|Developer(s)||Robert McNeel & Associates|
|Initial release||September 2007|
|Stable release||0.8.0052 / September 26, 2011|
|Operating system||Windows (2000/XP/Vista/7)|
Grasshopper™ is a visual programming language developed by David Rutten at Robert McNeel & Associates. Grasshopper runs within the Rhinoceros 3D CAD application. Programs are created by dragging components onto a canvas. The outputs to these components are then connected to the inputs of subsequent components. Grasshopper is used mainly to build generative algorithms. Many of Grasshoppers components create 3D geometry.[ex 1] Programs may also contain other types of algorithms including numeric, textual,[ex 2] audio-visual[ex 3] and haptic applications.[ex 4]
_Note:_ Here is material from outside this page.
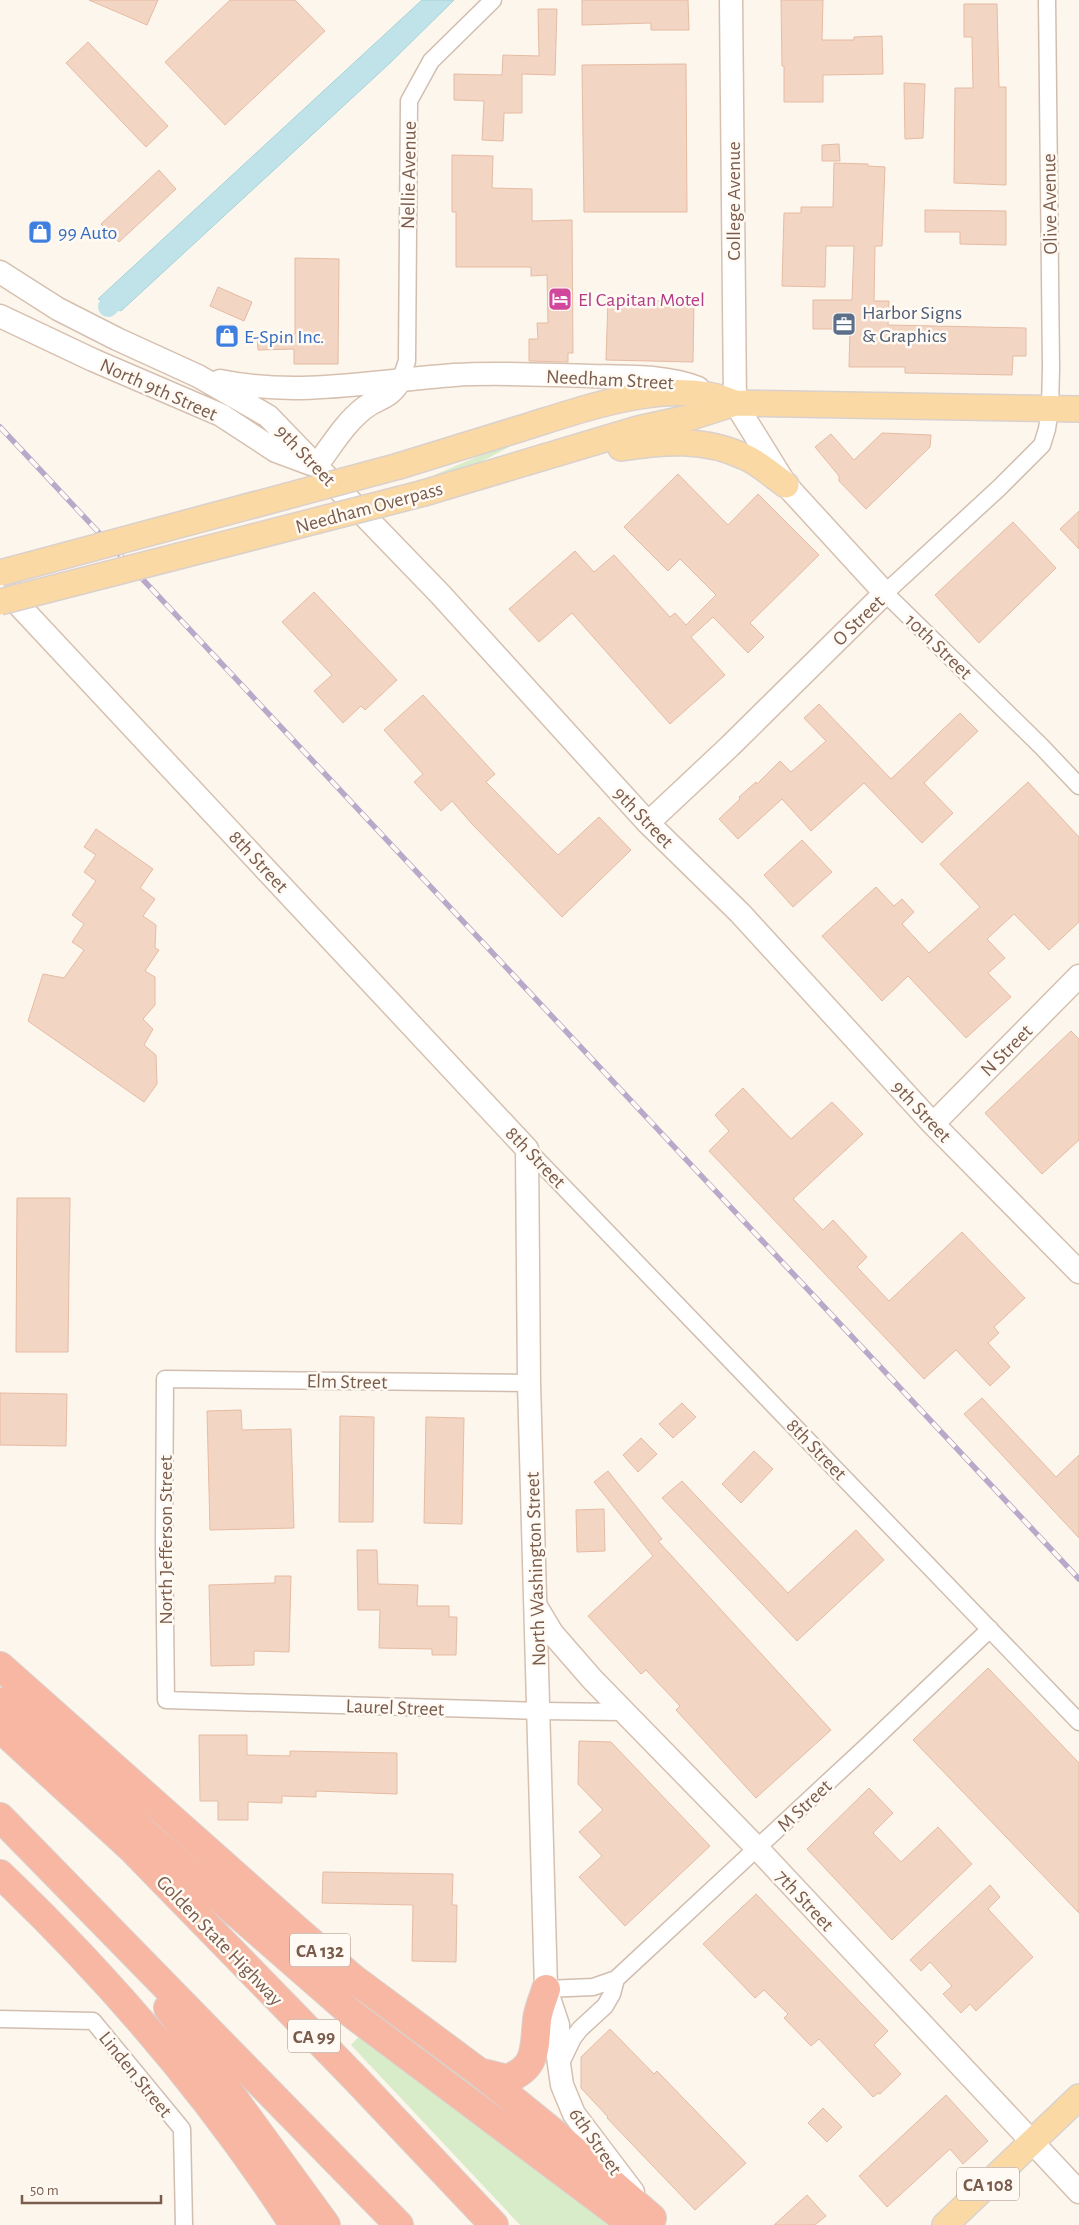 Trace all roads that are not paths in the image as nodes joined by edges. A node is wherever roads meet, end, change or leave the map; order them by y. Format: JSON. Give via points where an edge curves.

"Popular among students and professionals, McNeel Associate’s Rhino modelling tool is endemic in the architectural design world. The new Grasshopper environment provides an intuitive way to explore designs without having to learn to script."—AEC Magazine
The first version of Grasshopper, called Explicit History at the time, was originally publicly released in September 2007. It is currently in beta phase development and is offered as a free download without expiration date, although a licensed copy or un-expired trial of Rhinoceros 4.0 or higher is required to run the software.
Node based editor
The main interface for algorithm design in Grasshopper is the node-based editor. Data is passed from component to component via connecting wires which always connect an output grip with an input grip. Data can either be defined locally as a constant, or it can be imported from the Rhino document or a file on the computer. Data is always stored in parameters, which can either be free-floating or attached to a component as input and outputs objects.
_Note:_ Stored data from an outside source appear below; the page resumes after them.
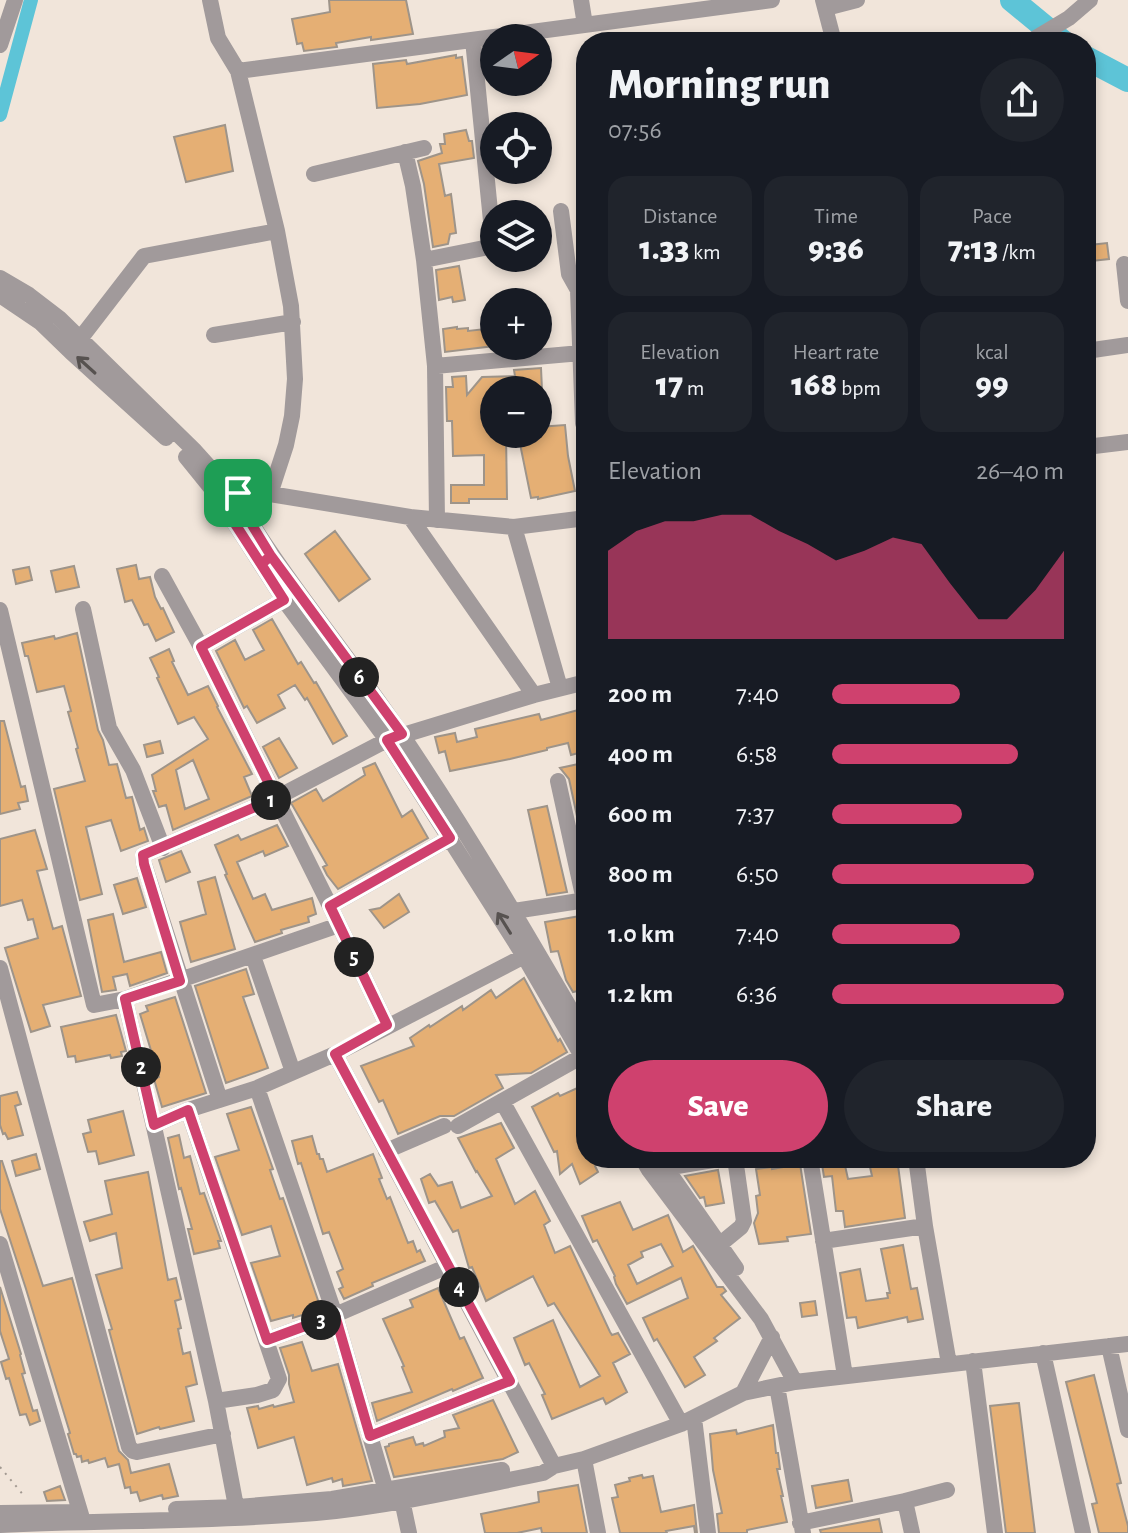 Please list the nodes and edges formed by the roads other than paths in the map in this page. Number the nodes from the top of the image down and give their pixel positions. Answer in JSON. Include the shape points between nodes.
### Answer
{"nodes":[{"id":1,"x":15,"y":0,"type":"edge"},
{"id":2,"x":210,"y":0,"type":"edge"},
{"id":3,"x":581,"y":0,"type":"edge"},
{"id":4,"x":772,"y":0,"type":"edge"},
{"id":5,"x":857,"y":0,"type":"edge"},
{"id":6,"x":1090,"y":0,"type":"edge"},
{"id":7,"x":824,"y":4,"type":"edge"},
{"id":8,"x":585,"y":25,"type":"junction"},
{"id":9,"x":831,"y":32,"type":"edge"},
{"id":10,"x":1046,"y":32,"type":"edge"},
{"id":11,"x":473,"y":40,"type":"junction"},
{"id":12,"x":0,"y":45,"type":"edge"},
{"id":13,"x":238,"y":71,"type":"junction"},
{"id":14,"x":424,"y":148,"type":"dead end"},
{"id":15,"x":405,"y":152,"type":"junction"},
{"id":16,"x":314,"y":174,"type":"dead end"},
{"id":17,"x":561,"y":211,"type":"dead end"},
{"id":18,"x":277,"y":231,"type":"junction"},
{"id":19,"x":424,"y":260,"type":"junction"},
{"id":20,"x":1124,"y":264,"type":"dead end"},
{"id":21,"x":0,"y":278,"type":"edge"},
{"id":22,"x":576,"y":286,"type":"edge"},
{"id":23,"x":0,"y":295,"type":"edge"},
{"id":24,"x":1128,"y":301,"type":"edge"},
{"id":25,"x":293,"y":322,"type":"junction"},
{"id":26,"x":214,"y":335,"type":"dead end"},
{"id":27,"x":80,"y":339,"type":"junction"},
{"id":28,"x":1128,"y":345,"type":"edge"},
{"id":29,"x":1096,"y":350,"type":"edge"},
{"id":30,"x":576,"y":353,"type":"edge"},
{"id":31,"x":435,"y":366,"type":"junction"},
{"id":32,"x":178,"y":441,"type":"junction"},
{"id":33,"x":1128,"y":442,"type":"edge"},
{"id":34,"x":1096,"y":446,"type":"edge"},
{"id":35,"x":270,"y":494,"type":"junction"},
{"id":36,"x":232,"y":501,"type":"junction"},
{"id":37,"x":410,"y":517,"type":"junction"},
{"id":38,"x":576,"y":519,"type":"edge"},
{"id":39,"x":437,"y":520,"type":"junction"},
{"id":40,"x":514,"y":527,"type":"junction"},
{"id":41,"x":266,"y":560,"type":"junction"},
{"id":42,"x":162,"y":576,"type":"dead end"},
{"id":43,"x":284,"y":600,"type":"junction"},
{"id":44,"x":83,"y":609,"type":"dead end"},
{"id":45,"x":0,"y":610,"type":"edge"},
{"id":46,"x":201,"y":647,"type":"junction"},
{"id":47,"x":576,"y":684,"type":"edge"},
{"id":48,"x":560,"y":688,"type":"junction"},
{"id":49,"x":534,"y":695,"type":"junction"},
{"id":50,"x":395,"y":737,"type":"junction"},
{"id":51,"x":558,"y":781,"type":"dead end"},
{"id":52,"x":276,"y":798,"type":"junction"},
{"id":53,"x":450,"y":838,"type":"junction"},
{"id":54,"x":163,"y":848,"type":"junction"},
{"id":55,"x":576,"y":860,"type":"edge"},
{"id":56,"x":576,"y":901,"type":"edge"},
{"id":57,"x":330,"y":906,"type":"junction"},
{"id":58,"x":514,"y":911,"type":"junction"},
{"id":59,"x":339,"y":925,"type":"junction"},
{"id":60,"x":530,"y":953,"type":"junction"},
{"id":61,"x":253,"y":956,"type":"junction"},
{"id":62,"x":0,"y":968,"type":"edge"},
{"id":63,"x":180,"y":981,"type":"junction"},
{"id":64,"x":125,"y":999,"type":"junction"},
{"id":65,"x":576,"y":1021,"type":"edge"},
{"id":66,"x":387,"y":1025,"type":"junction"},
{"id":67,"x":576,"y":1041,"type":"edge"},
{"id":68,"x":335,"y":1054,"type":"junction"},
{"id":69,"x":576,"y":1063,"type":"edge"},
{"id":70,"x":293,"y":1072,"type":"junction"},
{"id":71,"x":257,"y":1088,"type":"junction"},
{"id":72,"x":220,"y":1100,"type":"junction"},
{"id":73,"x":502,"y":1101,"type":"junction"},
{"id":74,"x":188,"y":1110,"type":"junction"},
{"id":75,"x":154,"y":1125,"type":"junction"},
{"id":76,"x":386,"y":1151,"type":"junction"},
{"id":77,"x":658,"y":1168,"type":"edge"},
{"id":78,"x":736,"y":1168,"type":"edge"},
{"id":79,"x":812,"y":1168,"type":"edge"},
{"id":80,"x":917,"y":1168,"type":"edge"},
{"id":81,"x":925,"y":1226,"type":"junction"},
{"id":82,"x":823,"y":1241,"type":"junction"},
{"id":83,"x":0,"y":1244,"type":"edge"},
{"id":84,"x":715,"y":1248,"type":"junction"},
{"id":85,"x":448,"y":1266,"type":"junction"},
{"id":86,"x":335,"y":1315,"type":"junction"},
{"id":87,"x":772,"y":1337,"type":"junction"},
{"id":88,"x":267,"y":1340,"type":"junction"},
{"id":89,"x":1128,"y":1344,"type":"edge"},
{"id":90,"x":1109,"y":1346,"type":"junction"},
{"id":91,"x":1043,"y":1353,"type":"junction"},
{"id":92,"x":973,"y":1361,"type":"junction"},
{"id":93,"x":949,"y":1364,"type":"junction"},
{"id":94,"x":845,"y":1376,"type":"junction"},
{"id":95,"x":510,"y":1381,"type":"junction"},
{"id":96,"x":799,"y":1382,"type":"junction"},
{"id":97,"x":777,"y":1386,"type":"junction"},
{"id":98,"x":743,"y":1393,"type":"junction"},
{"id":99,"x":216,"y":1401,"type":"junction"},
{"id":100,"x":687,"y":1421,"type":"junction"},
{"id":101,"x":1128,"y":1430,"type":"edge"},
{"id":102,"x":223,"y":1434,"type":"junction"},
{"id":103,"x":370,"y":1436,"type":"junction"},
{"id":104,"x":584,"y":1459,"type":"junction"},
{"id":105,"x":554,"y":1466,"type":"junction"},
{"id":106,"x":947,"y":1490,"type":"dead end"},
{"id":107,"x":393,"y":1498,"type":"junction"},
{"id":108,"x":905,"y":1501,"type":"junction"},
{"id":109,"x":238,"y":1512,"type":"junction"},
{"id":110,"x":0,"y":1513,"type":"edge"},
{"id":111,"x":81,"y":1516,"type":"junction"},
{"id":112,"x":41,"y":1518,"type":"junction"},
{"id":113,"x":0,"y":1525,"type":"edge"},
{"id":114,"x":801,"y":1528,"type":"edge"},
{"id":115,"x":8,"y":1533,"type":"edge"},
{"id":116,"x":409,"y":1533,"type":"edge"},
{"id":117,"x":598,"y":1533,"type":"edge"},
{"id":118,"x":708,"y":1533,"type":"edge"},
{"id":119,"x":912,"y":1533,"type":"edge"},
{"id":120,"x":995,"y":1533,"type":"edge"},
{"id":121,"x":1083,"y":1533,"type":"edge"}],
"edges":[{"from":1,"to":12,"type":"street"},
{"from":2,"to":13,"type":"street","via":[[218,38]]},
{"from":3,"to":8,"type":"street"},
{"from":4,"to":8,"type":"street"},
{"from":5,"to":7,"type":"street"},
{"from":6,"to":10,"type":"street"},
{"from":7,"to":9,"type":"street"},
{"from":8,"to":11,"type":"street"},
{"from":11,"to":13,"type":"street"},
{"from":11,"to":19,"type":"street","via":[[493,241],[484,248]]},
{"from":13,"to":18,"type":"street"},
{"from":14,"to":15,"type":"street"},
{"from":15,"to":16,"type":"street"},
{"from":15,"to":19,"type":"street"},
{"from":17,"to":22,"type":"street","via":[[569,274]]},
{"from":18,"to":25,"type":"street"},
{"from":18,"to":27,"type":"street","via":[[144,256]]},
{"from":19,"to":31,"type":"street"},
{"from":20,"to":24,"type":"street"},
{"from":21,"to":27,"type":"street","via":[[29,295]]},
{"from":32,"to":23,"type":"street","one_way":true,"via":[[40,322]]},
{"from":25,"to":26,"type":"street"},
{"from":25,"to":35,"type":"street","via":[[292,416]]},
{"from":27,"to":32,"type":"street"},
{"from":28,"to":29,"type":"street"},
{"from":30,"to":31,"type":"street"},
{"from":31,"to":39,"type":"street"},
{"from":32,"to":36,"type":"street"},
{"from":33,"to":34,"type":"street"},
{"from":35,"to":36,"type":"street"},
{"from":35,"to":37,"type":"street"},
{"from":36,"to":41,"type":"street"},
{"from":37,"to":39,"type":"street"},
{"from":37,"to":49,"type":"street"},
{"from":38,"to":40,"type":"street"},
{"from":39,"to":40,"type":"street"},
{"from":40,"to":48,"type":"street"},
{"from":41,"to":43,"type":"street"},
{"from":41,"to":50,"type":"street"},
{"from":42,"to":46,"type":"street"},
{"from":43,"to":46,"type":"street"},
{"from":43,"to":50,"type":"street"},
{"from":44,"to":54,"type":"street","via":[[109,728],[133,770]]},
{"from":45,"to":64,"type":"street","via":[[94,1005]]},
{"from":46,"to":52,"type":"street"},
{"from":47,"to":48,"type":"street"},
{"from":48,"to":49,"type":"street"},
{"from":49,"to":50,"type":"street"},
{"from":50,"to":52,"type":"street"},
{"from":50,"to":53,"type":"street"},
{"from":50,"to":58,"type":"street"},
{"from":51,"to":55,"type":"street"},
{"from":52,"to":54,"type":"street"},
{"from":52,"to":57,"type":"street"},
{"from":53,"to":57,"type":"street"},
{"from":60,"to":53,"type":"street","one_way":true},
{"from":54,"to":63,"type":"street","via":[[143,855],[144,864]]},
{"from":56,"to":58,"type":"street"},
{"from":57,"to":59,"type":"street"},
{"from":58,"to":60,"type":"street"},
{"from":59,"to":61,"type":"street"},
{"from":59,"to":66,"type":"street"},
{"from":60,"to":65,"type":"street"},
{"from":60,"to":66,"type":"street"},
{"from":60,"to":67,"type":"street"},
{"from":61,"to":63,"type":"street"},
{"from":61,"to":70,"type":"street"},
{"from":62,"to":102,"type":"street","via":[[129,1447],[137,1452]]},
{"from":63,"to":64,"type":"street"},
{"from":63,"to":72,"type":"street"},
{"from":64,"to":75,"type":"street"},
{"from":66,"to":68,"type":"street"},
{"from":68,"to":70,"type":"street"},
{"from":68,"to":76,"type":"street"},
{"from":69,"to":73,"type":"street"},
{"from":70,"to":71,"type":"street"},
{"from":71,"to":72,"type":"street"},
{"from":71,"to":86,"type":"street"},
{"from":72,"to":74,"type":"street"},
{"from":73,"to":76,"type":"street"},
{"from":73,"to":100,"type":"street"},
{"from":74,"to":75,"type":"street"},
{"from":74,"to":88,"type":"street"},
{"from":75,"to":99,"type":"street"},
{"from":76,"to":85,"type":"street"},
{"from":77,"to":84,"type":"street"},
{"from":78,"to":84,"type":"street","via":[[744,1221]]},
{"from":79,"to":82,"type":"street"},
{"from":80,"to":81,"type":"street"},
{"from":81,"to":82,"type":"street"},
{"from":81,"to":93,"type":"street"},
{"from":82,"to":94,"type":"street"},
{"from":83,"to":111,"type":"street"},
{"from":84,"to":87,"type":"street"},
{"from":84,"to":96,"type":"street","via":[[776,1327]]},
{"from":85,"to":86,"type":"street"},
{"from":85,"to":95,"type":"street"},
{"from":86,"to":88,"type":"street"},
{"from":86,"to":103,"type":"street"},
{"from":87,"to":96,"type":"street"},
{"from":87,"to":98,"type":"street"},
{"from":88,"to":99,"type":"street","via":[[279,1379],[273,1390]]},
{"from":89,"to":90,"type":"street"},
{"from":90,"to":91,"type":"street"},
{"from":90,"to":101,"type":"street"},
{"from":91,"to":92,"type":"street"},
{"from":91,"to":121,"type":"street"},
{"from":92,"to":93,"type":"street"},
{"from":92,"to":120,"type":"street"},
{"from":93,"to":94,"type":"street"},
{"from":94,"to":96,"type":"street"},
{"from":95,"to":103,"type":"street"},
{"from":95,"to":105,"type":"street"},
{"from":96,"to":97,"type":"street"},
{"from":97,"to":98,"type":"street"},
{"from":97,"to":114,"type":"street"},
{"from":98,"to":100,"type":"street"},
{"from":99,"to":102,"type":"street"},
{"from":100,"to":104,"type":"street"},
{"from":100,"to":118,"type":"street"},
{"from":102,"to":109,"type":"street"},
{"from":103,"to":107,"type":"street"},
{"from":104,"to":105,"type":"street"},
{"from":104,"to":117,"type":"street"},
{"from":105,"to":107,"type":"street","via":[[543,1473]]},
{"from":106,"to":108,"type":"street"},
{"from":107,"to":109,"type":"street","via":[[320,1512]]},
{"from":107,"to":116,"type":"street"},
{"from":108,"to":114,"type":"street"},
{"from":108,"to":119,"type":"street"},
{"from":109,"to":111,"type":"street"},
{"from":110,"to":112,"type":"street"},
{"from":111,"to":112,"type":"street"},
{"from":112,"to":113,"type":"street"},
{"from":113,"to":115,"type":"street"}]}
In the image above we see three free-floating parameters that are hooked up to a subtraction component. The two yellow boxes on the left both define a set of numeric constants. The top-most panel contains four integers (6, 7, 8 and 12) while the bottom-most panel contains only a single value. These floating parameters supply the subtraction component with input data, which results in four output values (6-5=1, 7-5=2, 8-5=3 and 12-5=7). The same result can be achieved using textual expressions and an evaluator component. In this fashion Grasshopper allows users to combine both visual and textual programming within the same environment.
Grasshopper features a fairly advanced GUI with a lot of features that are only rarely found in production software. It is not known however whether these elements improve or impede effective usage. The main window consist mainly of the component 'palettes' and the 'canvas', apart from standard Windows GUI elements such as the title bar, the menu and the status bar. Since Grasshopper is a plug-in to another windowed application, the layout of the main window is kept minimal. Below is a list of some of the more rare GUI elements.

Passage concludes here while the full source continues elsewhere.